┌──
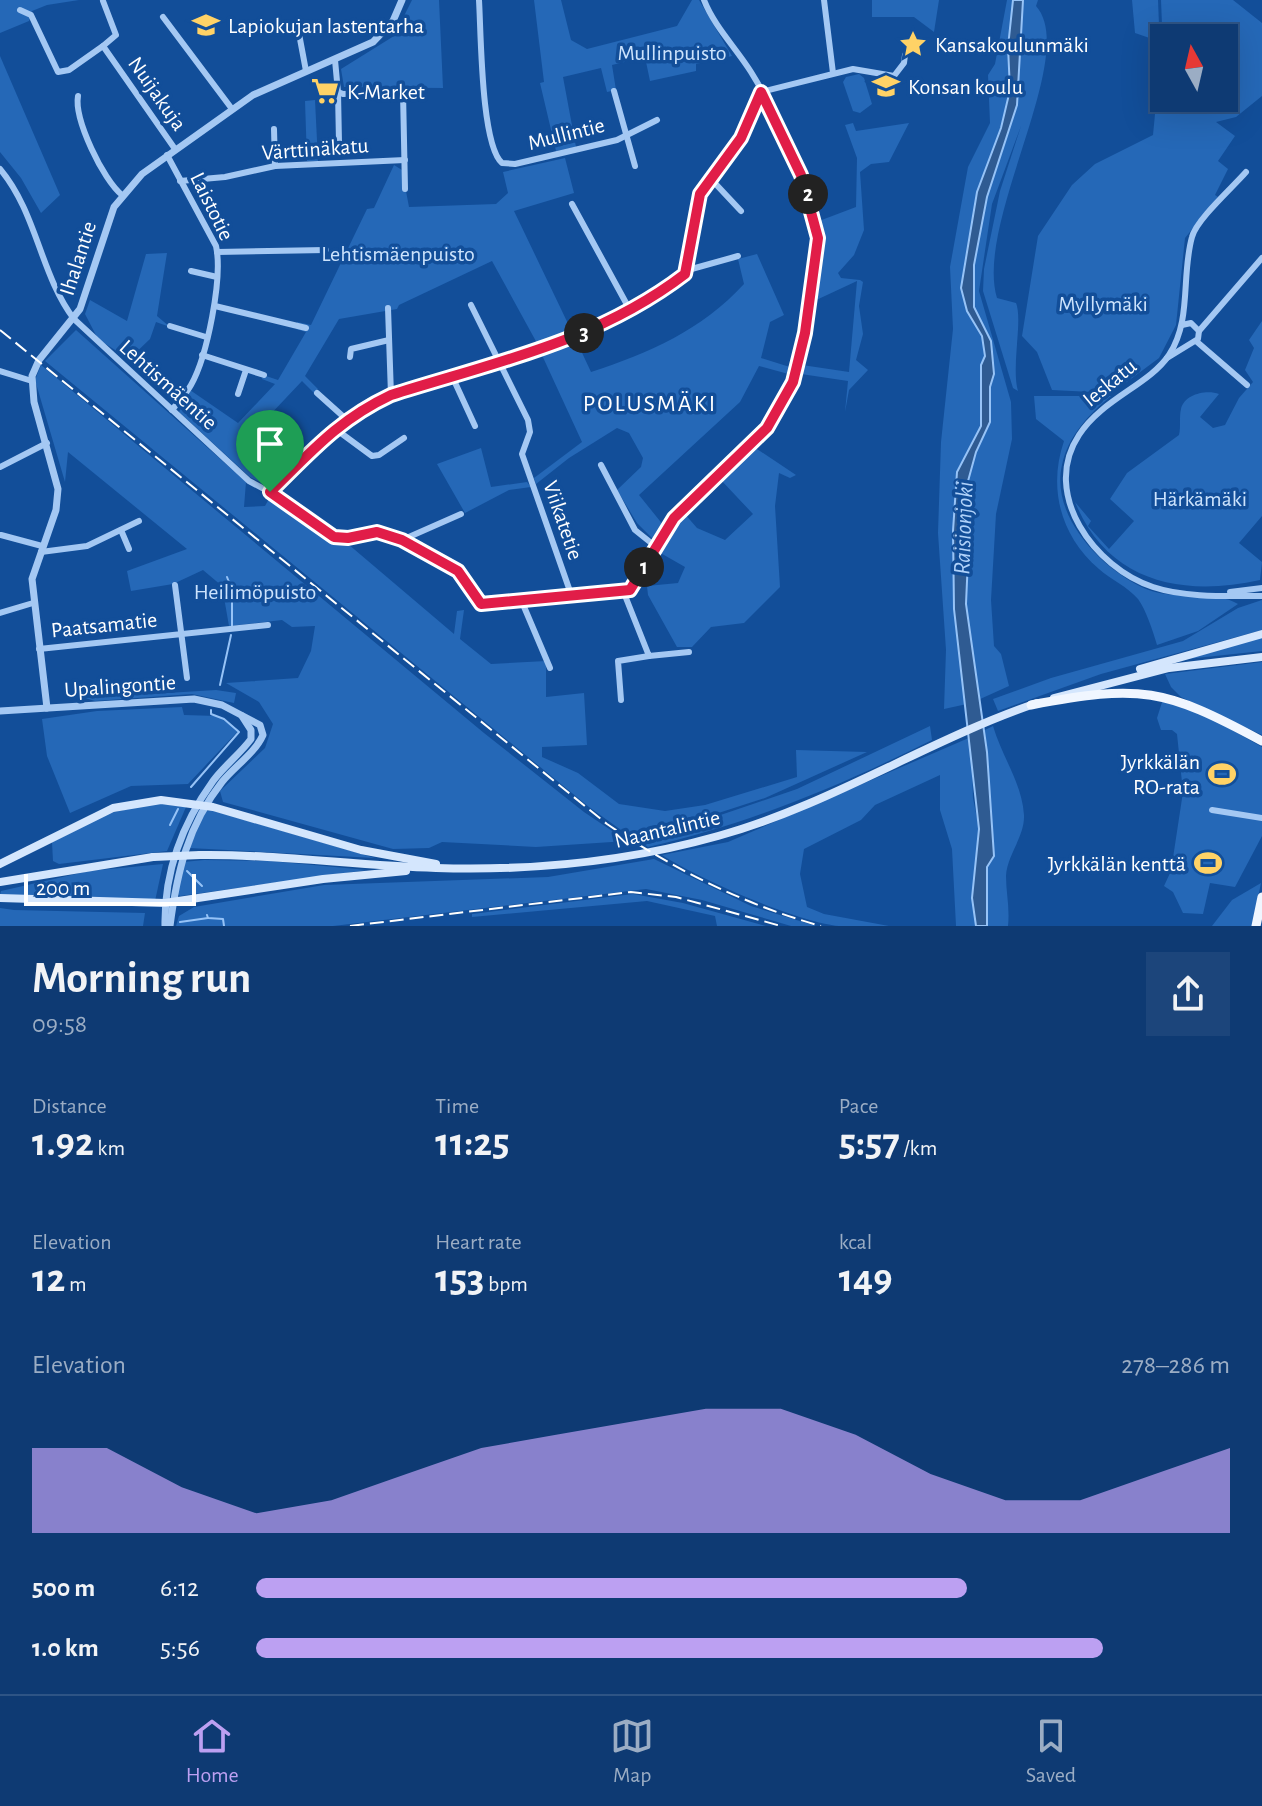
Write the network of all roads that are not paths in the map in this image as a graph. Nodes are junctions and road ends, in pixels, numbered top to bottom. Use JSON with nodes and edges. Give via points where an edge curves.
{"nodes":[{"id":1,"x":402,"y":0,"type":"edge"},
{"id":2,"x":479,"y":0,"type":"edge"},
{"id":3,"x":704,"y":0,"type":"edge"},
{"id":4,"x":824,"y":0,"type":"edge"},
{"id":5,"x":103,"y":1,"type":"edge"},
{"id":6,"x":20,"y":10,"type":"dead end"},
{"id":7,"x":163,"y":17,"type":"dead end"},
{"id":8,"x":297,"y":23,"type":"dead end"},
{"id":9,"x":103,"y":46,"type":"junction"},
{"id":10,"x":905,"y":55,"type":"dead end"},
{"id":11,"x":335,"y":60,"type":"junction"},
{"id":12,"x":306,"y":71,"type":"junction"},
{"id":13,"x":833,"y":73,"type":"junction"},
{"id":14,"x":614,"y":91,"type":"dead end"},
{"id":15,"x":338,"y":92,"type":"junction"},
{"id":16,"x":761,"y":92,"type":"junction"},
{"id":17,"x":78,"y":96,"type":"dead end"},
{"id":18,"x":232,"y":109,"type":"junction"},
{"id":19,"x":657,"y":120,"type":"dead end"},
{"id":20,"x":274,"y":129,"type":"dead end"},
{"id":21,"x":625,"y":135,"type":"junction"},
{"id":22,"x":339,"y":143,"type":"dead end"},
{"id":23,"x":175,"y":149,"type":"junction"},
{"id":24,"x":167,"y":155,"type":"junction"},
{"id":25,"x":405,"y":160,"type":"junction"},
{"id":26,"x":275,"y":166,"type":"junction"},
{"id":27,"x":635,"y":166,"type":"dead end"},
{"id":28,"x":0,"y":169,"type":"edge"},
{"id":29,"x":1246,"y":172,"type":"dead end"},
{"id":30,"x":711,"y":179,"type":"junction"},
{"id":31,"x":180,"y":181,"type":"junction"},
{"id":32,"x":405,"y":189,"type":"dead end"},
{"id":33,"x":122,"y":195,"type":"junction"},
{"id":34,"x":572,"y":204,"type":"dead end"},
{"id":35,"x":741,"y":211,"type":"dead end"},
{"id":36,"x":326,"y":250,"type":"dead end"},
{"id":37,"x":217,"y":252,"type":"junction"},
{"id":38,"x":738,"y":256,"type":"dead end"},
{"id":39,"x":1262,"y":258,"type":"edge"},
{"id":40,"x":688,"y":270,"type":"junction"},
{"id":41,"x":191,"y":271,"type":"dead end"},
{"id":42,"x":217,"y":277,"type":"junction"},
{"id":43,"x":471,"y":305,"type":"dead end"},
{"id":44,"x":215,"y":306,"type":"junction"},
{"id":45,"x":388,"y":308,"type":"dead end"},
{"id":46,"x":631,"y":312,"type":"junction"},
{"id":47,"x":74,"y":319,"type":"junction"},
{"id":48,"x":1182,"y":325,"type":"junction"},
{"id":49,"x":170,"y":326,"type":"dead end"},
{"id":50,"x":306,"y":328,"type":"dead end"},
{"id":51,"x":1199,"y":331,"type":"junction"},
{"id":52,"x":206,"y":337,"type":"junction"},
{"id":53,"x":389,"y":340,"type":"junction"},
{"id":54,"x":1196,"y":341,"type":"junction"},
{"id":55,"x":202,"y":355,"type":"junction"},
{"id":56,"x":350,"y":357,"type":"dead end"},
{"id":57,"x":1167,"y":358,"type":"junction"},
{"id":58,"x":500,"y":361,"type":"junction"},
{"id":59,"x":246,"y":370,"type":"junction"},
{"id":60,"x":0,"y":371,"type":"edge"},
{"id":61,"x":264,"y":375,"type":"dead end"},
{"id":62,"x":452,"y":376,"type":"junction"},
{"id":63,"x":32,"y":381,"type":"junction"},
{"id":64,"x":1247,"y":385,"type":"dead end"},
{"id":65,"x":317,"y":393,"type":"dead end"},
{"id":66,"x":238,"y":394,"type":"dead end"},
{"id":67,"x":391,"y":395,"type":"junction"},
{"id":68,"x":172,"y":410,"type":"junction"},
{"id":69,"x":346,"y":419,"type":"junction"},
{"id":70,"x":475,"y":426,"type":"dead end"},
{"id":71,"x":334,"y":428,"type":"junction"},
{"id":72,"x":280,"y":432,"type":"dead end"},
{"id":73,"x":404,"y":438,"type":"dead end"},
{"id":74,"x":47,"y":443,"type":"junction"},
{"id":75,"x":305,"y":458,"type":"junction"},
{"id":76,"x":601,"y":465,"type":"dead end"},
{"id":77,"x":0,"y":467,"type":"edge"},
{"id":78,"x":270,"y":492,"type":"junction"},
{"id":79,"x":461,"y":514,"type":"dead end"},
{"id":80,"x":139,"y":521,"type":"dead end"},
{"id":81,"x":121,"y":530,"type":"junction"},
{"id":82,"x":1,"y":535,"type":"edge"},
{"id":83,"x":402,"y":540,"type":"junction"},
{"id":84,"x":655,"y":546,"type":"junction"},
{"id":85,"x":41,"y":549,"type":"junction"},
{"id":86,"x":129,"y":549,"type":"dead end"},
{"id":87,"x":175,"y":585,"type":"dead end"},
{"id":88,"x":1262,"y":588,"type":"edge"},
{"id":89,"x":624,"y":593,"type":"junction"},
{"id":90,"x":1219,"y":593,"type":"junction"},
{"id":91,"x":1262,"y":596,"type":"edge"},
{"id":92,"x":572,"y":597,"type":"junction"},
{"id":93,"x":522,"y":602,"type":"junction"},
{"id":94,"x":33,"y":603,"type":"junction"},
{"id":95,"x":0,"y":613,"type":"edge"},
{"id":96,"x":268,"y":625,"type":"dead end"},
{"id":97,"x":183,"y":634,"type":"junction"},
{"id":98,"x":1262,"y":634,"type":"edge"},
{"id":99,"x":39,"y":649,"type":"junction"},
{"id":100,"x":689,"y":652,"type":"dead end"},
{"id":101,"x":649,"y":656,"type":"junction"},
{"id":102,"x":1262,"y":657,"type":"edge"},
{"id":103,"x":550,"y":668,"type":"dead end"},
{"id":104,"x":187,"y":678,"type":"dead end"},
{"id":105,"x":1098,"y":684,"type":"junction"},
{"id":106,"x":621,"y":700,"type":"dead end"},
{"id":107,"x":1031,"y":705,"type":"junction"},
{"id":108,"x":47,"y":708,"type":"junction"},
{"id":109,"x":0,"y":711,"type":"edge"},
{"id":110,"x":1262,"y":741,"type":"edge"},
{"id":111,"x":202,"y":805,"type":"junction"},
{"id":112,"x":1212,"y":810,"type":"dead end"},
{"id":113,"x":1262,"y":818,"type":"edge"},
{"id":114,"x":0,"y":864,"type":"edge"},
{"id":115,"x":435,"y":868,"type":"junction"},
{"id":116,"x":464,"y":869,"type":"junction"},
{"id":117,"x":0,"y":885,"type":"edge"},
{"id":118,"x":1262,"y":897,"type":"edge"},
{"id":119,"x":0,"y":898,"type":"edge"},
{"id":120,"x":169,"y":903,"type":"junction"},
{"id":121,"x":168,"y":926,"type":"edge"},
{"id":122,"x":1256,"y":926,"type":"edge"}],
"edges":[{"from":1,"to":11,"type":"street","name":"Ihalantie","via":[[379,38]]},
{"from":2,"to":21,"type":"street","name":"Mullintie","via":[[487,116],[498,160],[515,164]]},
{"from":3,"to":16,"type":"street"},
{"from":4,"to":13,"type":"street"},
{"from":5,"to":9,"type":"street","via":[[116,35]]},
{"from":6,"to":9,"type":"street","name":"Nuijakuja","via":[[31,15],[58,72]]},
{"from":7,"to":18,"type":"street"},
{"from":8,"to":12,"type":"street"},
{"from":9,"to":23,"type":"street","name":"Nuijakuja"},
{"from":10,"to":13,"type":"street","via":[[894,76],[861,69]]},
{"from":11,"to":12,"type":"street","name":"Ihalantie"},
{"from":11,"to":15,"type":"street"},
{"from":12,"to":18,"type":"street","name":"Ihalantie"},
{"from":13,"to":16,"type":"street"},
{"from":14,"to":21,"type":"street"},
{"from":15,"to":22,"type":"street"},
{"from":15,"to":25,"type":"street","via":[[403,92]]},
{"from":16,"to":30,"type":"street","via":[[741,138]]},
{"from":16,"to":84,"type":"street","via":[[801,175],[818,238],[801,352],[773,421],[684,507]]},
{"from":17,"to":33,"type":"street","via":[[80,119],[107,180]]},
{"from":18,"to":23,"type":"street","name":"Ihalantie"},
{"from":19,"to":21,"type":"street","name":"Mullintie"},
{"from":20,"to":26,"type":"street"},
{"from":21,"to":27,"type":"street"},
{"from":23,"to":24,"type":"street","name":"Ihalantie"},
{"from":24,"to":31,"type":"street","name":"Laistotie"},
{"from":24,"to":33,"type":"street","name":"Ihalantie"},
{"from":25,"to":26,"type":"street","name":"Värttinäkatu"},
{"from":25,"to":32,"type":"street"},
{"from":26,"to":31,"type":"street","name":"Värttinäkatu"},
{"from":28,"to":47,"type":"street","name":"Lehtismäentie","via":[[24,205],[59,298]]},
{"from":29,"to":48,"type":"street","name":"Ieskatu","via":[[1193,234]]},
{"from":30,"to":35,"type":"street"},
{"from":30,"to":40,"type":"street","via":[[698,199]]},
{"from":31,"to":37,"type":"street","name":"Laistotie"},
{"from":33,"to":47,"type":"street","name":"Ihalantie"},
{"from":34,"to":46,"type":"street"},
{"from":36,"to":37,"type":"street"},
{"from":37,"to":42,"type":"street","name":"Laistotie"},
{"from":38,"to":40,"type":"street"},
{"from":39,"to":51,"type":"street"},
{"from":40,"to":46,"type":"street"},
{"from":41,"to":42,"type":"street"},
{"from":42,"to":44,"type":"street","name":"Laistotie"},
{"from":43,"to":58,"type":"street"},
{"from":44,"to":50,"type":"street"},
{"from":44,"to":52,"type":"street","name":"Laistotie"},
{"from":45,"to":53,"type":"street"},
{"from":46,"to":58,"type":"street","via":[[574,338]]},
{"from":47,"to":63,"type":"street","name":"Ihalantie","via":[[36,364]]},
{"from":47,"to":68,"type":"street","name":"Lehtismäentie"},
{"from":48,"to":51,"type":"street","via":[[1191,323]]},
{"from":48,"to":57,"type":"street","name":"Ieskatu"},
{"from":49,"to":52,"type":"street"},
{"from":51,"to":54,"type":"street"},
{"from":52,"to":55,"type":"street","name":"Laistotie"},
{"from":53,"to":56,"type":"street","via":[[356,346]]},
{"from":53,"to":67,"type":"street"},
{"from":54,"to":57,"type":"street"},
{"from":54,"to":64,"type":"street"},
{"from":55,"to":59,"type":"street"},
{"from":55,"to":68,"type":"street","name":"Laistotie","via":[[191,386]]},
{"from":57,"to":90,"type":"street","name":"Ieskatu","via":[[1103,406],[1086,426],[1067,458],[1066,494],[1084,532],[1120,570],[1158,589]]},
{"from":58,"to":62,"type":"street"},
{"from":58,"to":92,"type":"street","name":"Viikatetie","via":[[530,424],[522,454]]},
{"from":59,"to":61,"type":"street"},
{"from":59,"to":66,"type":"street"},
{"from":60,"to":63,"type":"street"},
{"from":62,"to":67,"type":"street"},
{"from":62,"to":70,"type":"street"},
{"from":63,"to":74,"type":"street"},
{"from":65,"to":69,"type":"street"},
{"from":67,"to":69,"type":"street"},
{"from":68,"to":78,"type":"street","name":"Lehtismäentie","via":[[249,481]]},
{"from":69,"to":71,"type":"street"},
{"from":71,"to":73,"type":"street","via":[[372,456]]},
{"from":71,"to":75,"type":"street"},
{"from":72,"to":75,"type":"street"},
{"from":74,"to":77,"type":"street"},
{"from":74,"to":85,"type":"street","via":[[58,495]]},
{"from":75,"to":78,"type":"street"},
{"from":76,"to":84,"type":"street","via":[[635,530]]},
{"from":78,"to":83,"type":"street","name":"Lehtismäentie","via":[[334,537],[377,532]]},
{"from":79,"to":83,"type":"street"},
{"from":80,"to":81,"type":"street"},
{"from":81,"to":85,"type":"street","via":[[87,546]]},
{"from":81,"to":86,"type":"street"},
{"from":82,"to":85,"type":"street"},
{"from":83,"to":93,"type":"street","name":"Lehtismäentie","via":[[458,571],[481,604]]},
{"from":84,"to":89,"type":"street"},
{"from":85,"to":94,"type":"street","via":[[33,572]]},
{"from":87,"to":97,"type":"street"},
{"from":88,"to":90,"type":"street","name":"Ieskatu"},
{"from":89,"to":92,"type":"street"},
{"from":89,"to":101,"type":"street"},
{"from":90,"to":91,"type":"street","name":"Ieskatu"},
{"from":92,"to":93,"type":"street"},
{"from":93,"to":103,"type":"street"},
{"from":94,"to":95,"type":"street"},
{"from":94,"to":99,"type":"street"},
{"from":96,"to":97,"type":"street","name":"Paatsamatie"},
{"from":97,"to":99,"type":"street","name":"Paatsamatie"},
{"from":97,"to":104,"type":"street"},
{"from":98,"to":105,"type":"main road"},
{"from":99,"to":108,"type":"street"},
{"from":100,"to":101,"type":"street"},
{"from":101,"to":106,"type":"street","via":[[618,661]]},
{"from":102,"to":105,"type":"main road","name":"Naantalintie","via":[[1169,668]]},
{"from":105,"to":107,"type":"main road","name":"Naantalintie"},
{"from":107,"to":110,"type":"main road","via":[[1103,692],[1150,693],[1186,703]]},
{"from":107,"to":116,"type":"main road","name":"Naantalintie","via":[[805,805],[719,836],[603,861]]},
{"from":108,"to":109,"type":"street","name":"Upalingontie"},
{"from":108,"to":111,"type":"street","name":"Upalingontie","via":[[194,699],[240,715],[254,743]]},
{"from":111,"to":114,"type":"main road","via":[[161,800],[125,804]]},
{"from":111,"to":116,"type":"main road","via":[[361,850]]},
{"from":111,"to":120,"type":"street"},
{"from":112,"to":113,"type":"street"},
{"from":115,"to":116,"type":"main road","name":"Naantalintie"},
{"from":115,"to":117,"type":"main road","name":"Naantalintie","bridge":true,"via":[[200,855],[153,857]]},
{"from":115,"to":120,"type":"main road"},
{"from":118,"to":122,"type":"main road"},
{"from":119,"to":120,"type":"main road"},
{"from":120,"to":121,"type":"street"}]}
└──
TASK BRIEF
Each line holding the word "Ihalantie" must be pulled from the records.

YOUR SOLUTION
"edges":[{"from":1,"to":11,"type":"street","name":"Ihalantie","via":[[379,38]]},
{"from":11,"to":12,"type":"street","name":"Ihalantie"},
{"from":12,"to":18,"type":"street","name":"Ihalantie"},
{"from":18,"to":23,"type":"street","name":"Ihalantie"},
{"from":23,"to":24,"type":"street","name":"Ihalantie"},
{"from":24,"to":33,"type":"street","name":"Ihalantie"},
{"from":33,"to":47,"type":"street","name":"Ihalantie"},
{"from":47,"to":63,"type":"street","name":"Ihalantie","via":[[36,364]]},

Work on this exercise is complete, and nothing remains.